What is the validity of EA Skill Assessment for migration purposes?


----------



## brs (Apr 5, 2017)

tnk009 said:


> Contact EA around Jan/Fab. They will issue a new assessment outcome letter ( with same application ID) with new validity. Check EA site.
> 
> 
> Sent from my iPhone using Tapatalk


Hi mate, 

I mainly wonder if I need to update my EOI when I ask for reassessment. My current EOI date is march 2018 and If I do update it after reassessment, my EOI date will be moved to feb-march 2019 which will make quite impossible for me to receive an invitation.


----------



## brs (Apr 5, 2017)

australiandreams said:


> What is the validity of EA Skill Assessment for migration purposes?


3 years.


----------



## tanvir2220 (Apr 2, 2016)

Hello! Can you give me a bit of advice?

(1) My Bachelor degree was awarded as Advanced Diploma, Associate Degree (AQF Level). My occupation is Telecommunications Technical Officer or Technologist, which also requires Skill Level 2 or Advanced Diploma degree to make the work experience relevant.

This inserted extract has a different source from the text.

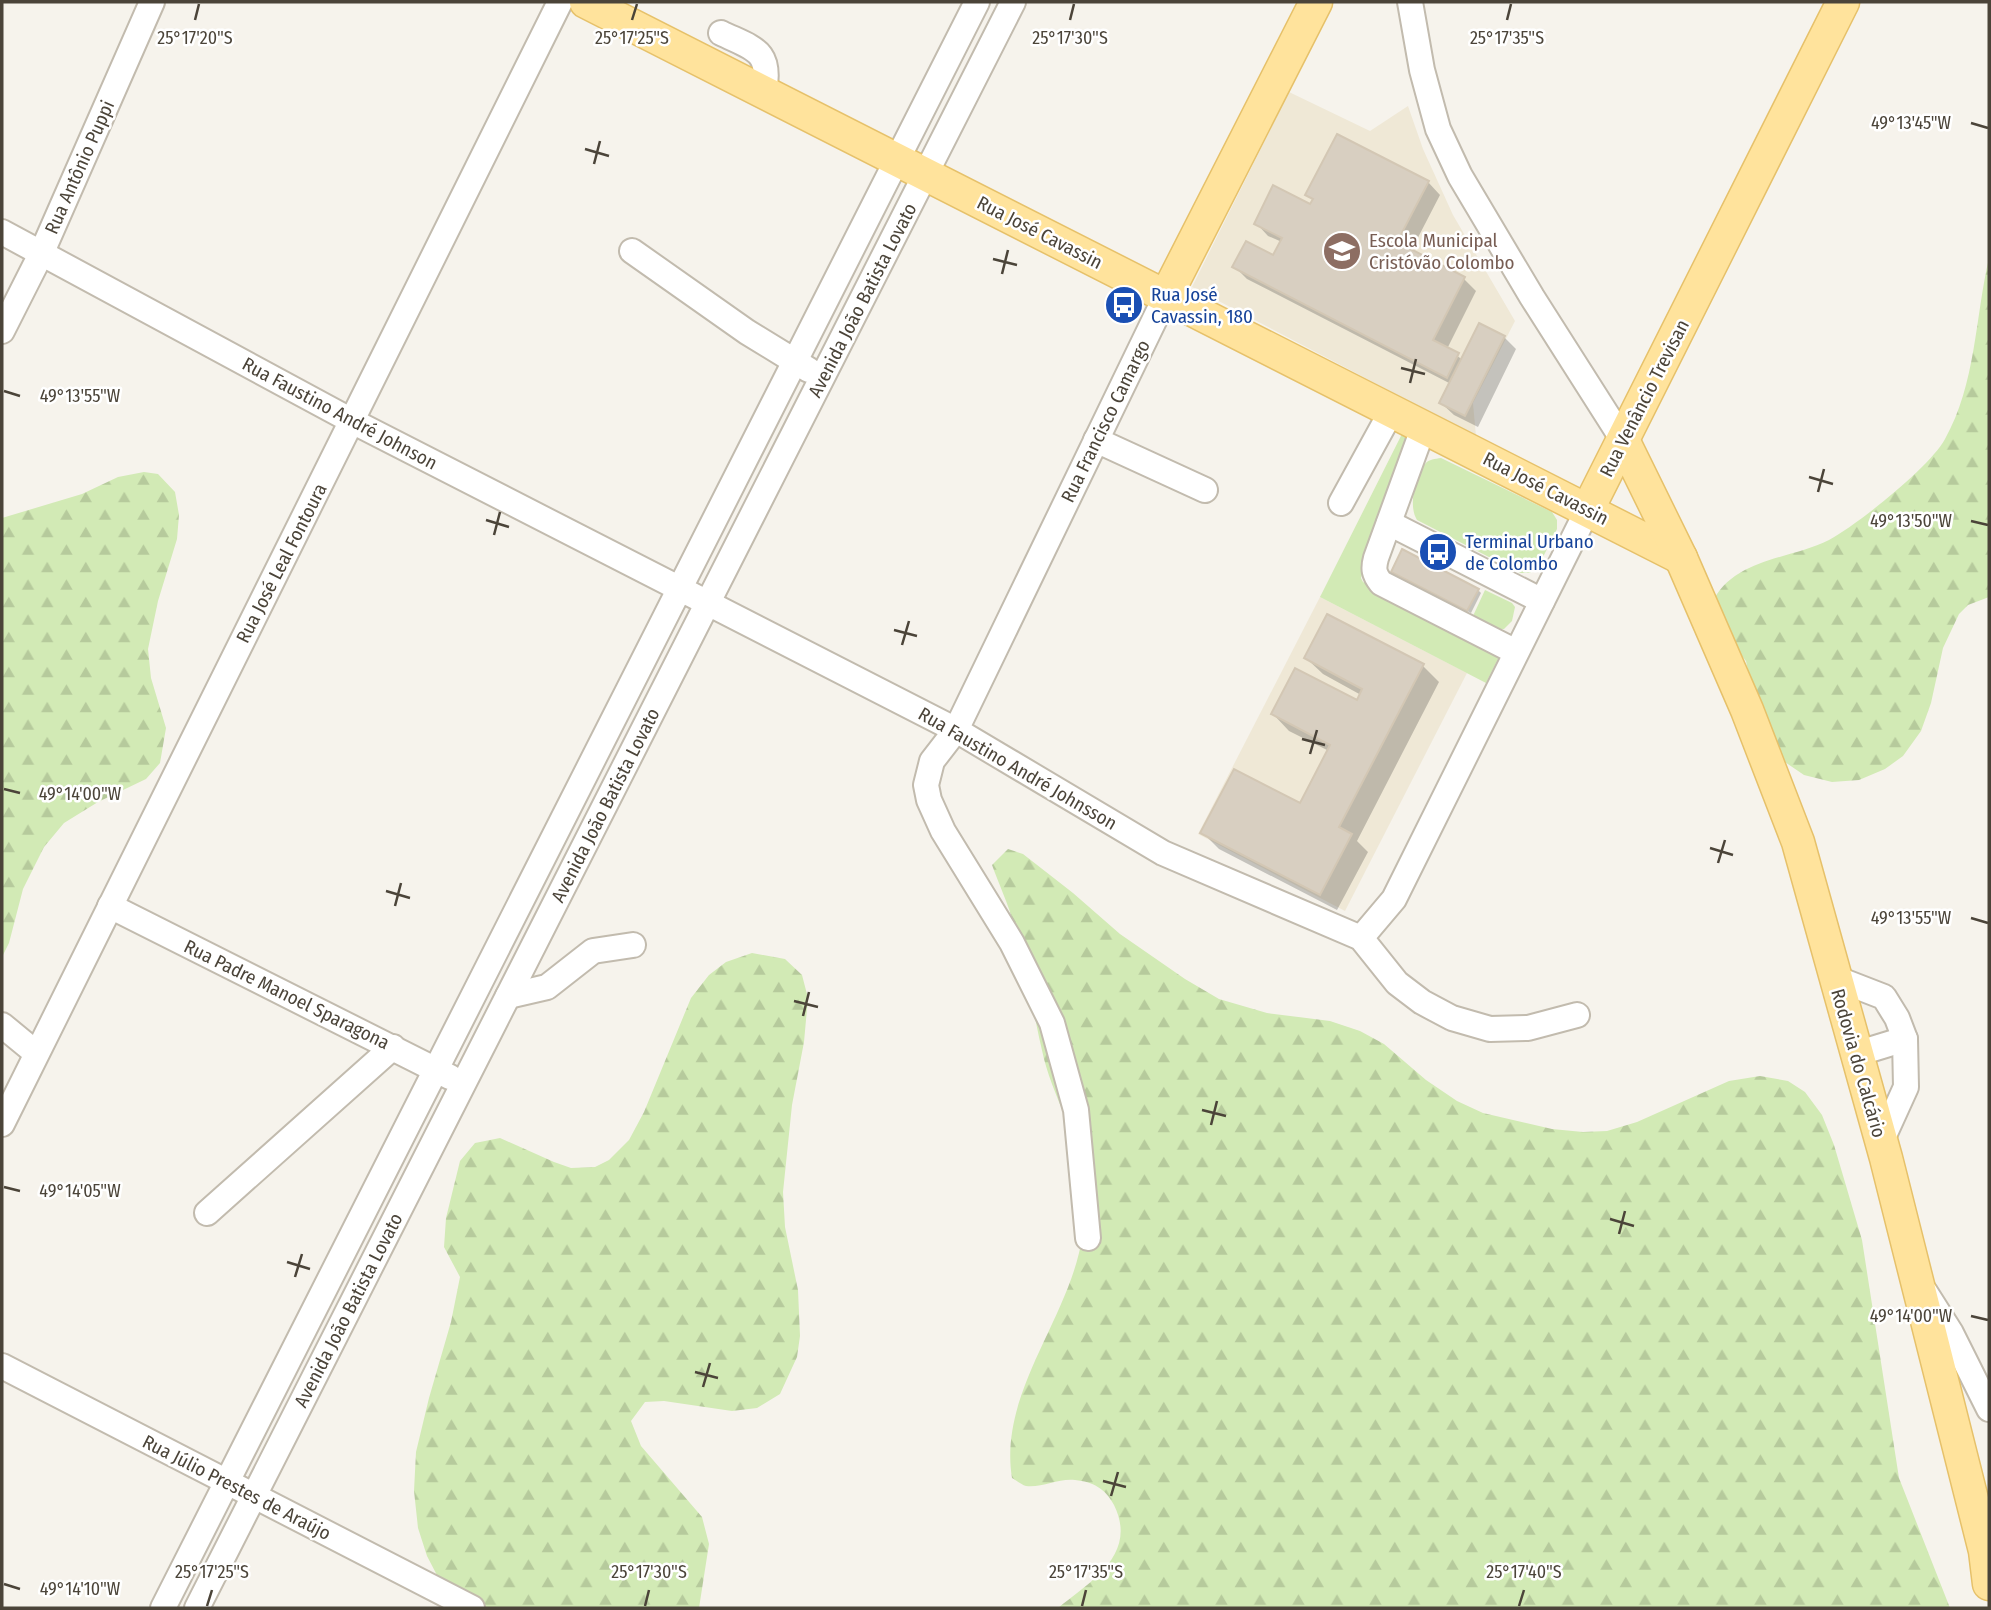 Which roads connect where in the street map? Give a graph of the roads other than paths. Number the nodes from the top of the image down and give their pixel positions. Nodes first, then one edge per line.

(2) I started my job from January, 2016 and I am still continuing with the same job. In the meantime, while doing my full time job, I completed my Master of Engineering in Information Systems Security (Jan 2017- Dec 2018). My question is:

- Can I update my Highest Relevant Academic Qualification (probably will be awarded as Bachelor degree because I have done my 2 years, 36 credits Master degree) WITHOUT my work experience years being REDUCED? Because my occupation requires Skill Level 2 or Advanced Diploma degree and I completed that in 2015. I want to request Engineers Australia to update original outcome letter because it might fetch extra 5 points in academic qualification.

Should I do that?

Thanks.


----------



## rahul199447 (Apr 28, 2018)

Abc


----------



## invader992 (Oct 23, 2018)

brs said:


> 3 years.


after 3 years what can be done ? if we still want to use our Skill assessment ?


----------



## Lancenathan0012 (Jan 4, 2020)

1. If my EA assessment has expired, do I need to submit again 3 career episodes?
2. Based on this forum, they will update the date, meaning the date of the letter and the date of the experience credited will be up to the current date they issued the letter?
3. If I will avail the RSEA, for sure I will submit the updated payslips, bank statements, tax information, provident fund, social security insurance
4) What services do I need to avail and how much. It is not discussed in the EA website the scenario when EA assessment is expired and you want to credit the latest 10 years, since immigration only considers the last 10 years of your experience.


----------



## Manchalla (Feb 16, 2018)

Lancenathan0012 said:


> 1. If my EA assessment has expired, do I need to submit again 3 career episodes?
> 2. Based on this forum, they will update the date, meaning the date of the letter and the date of the experience credited will be up to the current date they issued the letter?
> 3. If I will avail the RSEA, for sure I will submit the updated payslips, bank statements, tax information, provident fund, social security insurance
> 4) What services do I need to avail and how much. It is not discussed in the EA website the scenario when EA assessment is expired and you want to credit the latest 10 years, since immigration only considers the last 10 years of your experience.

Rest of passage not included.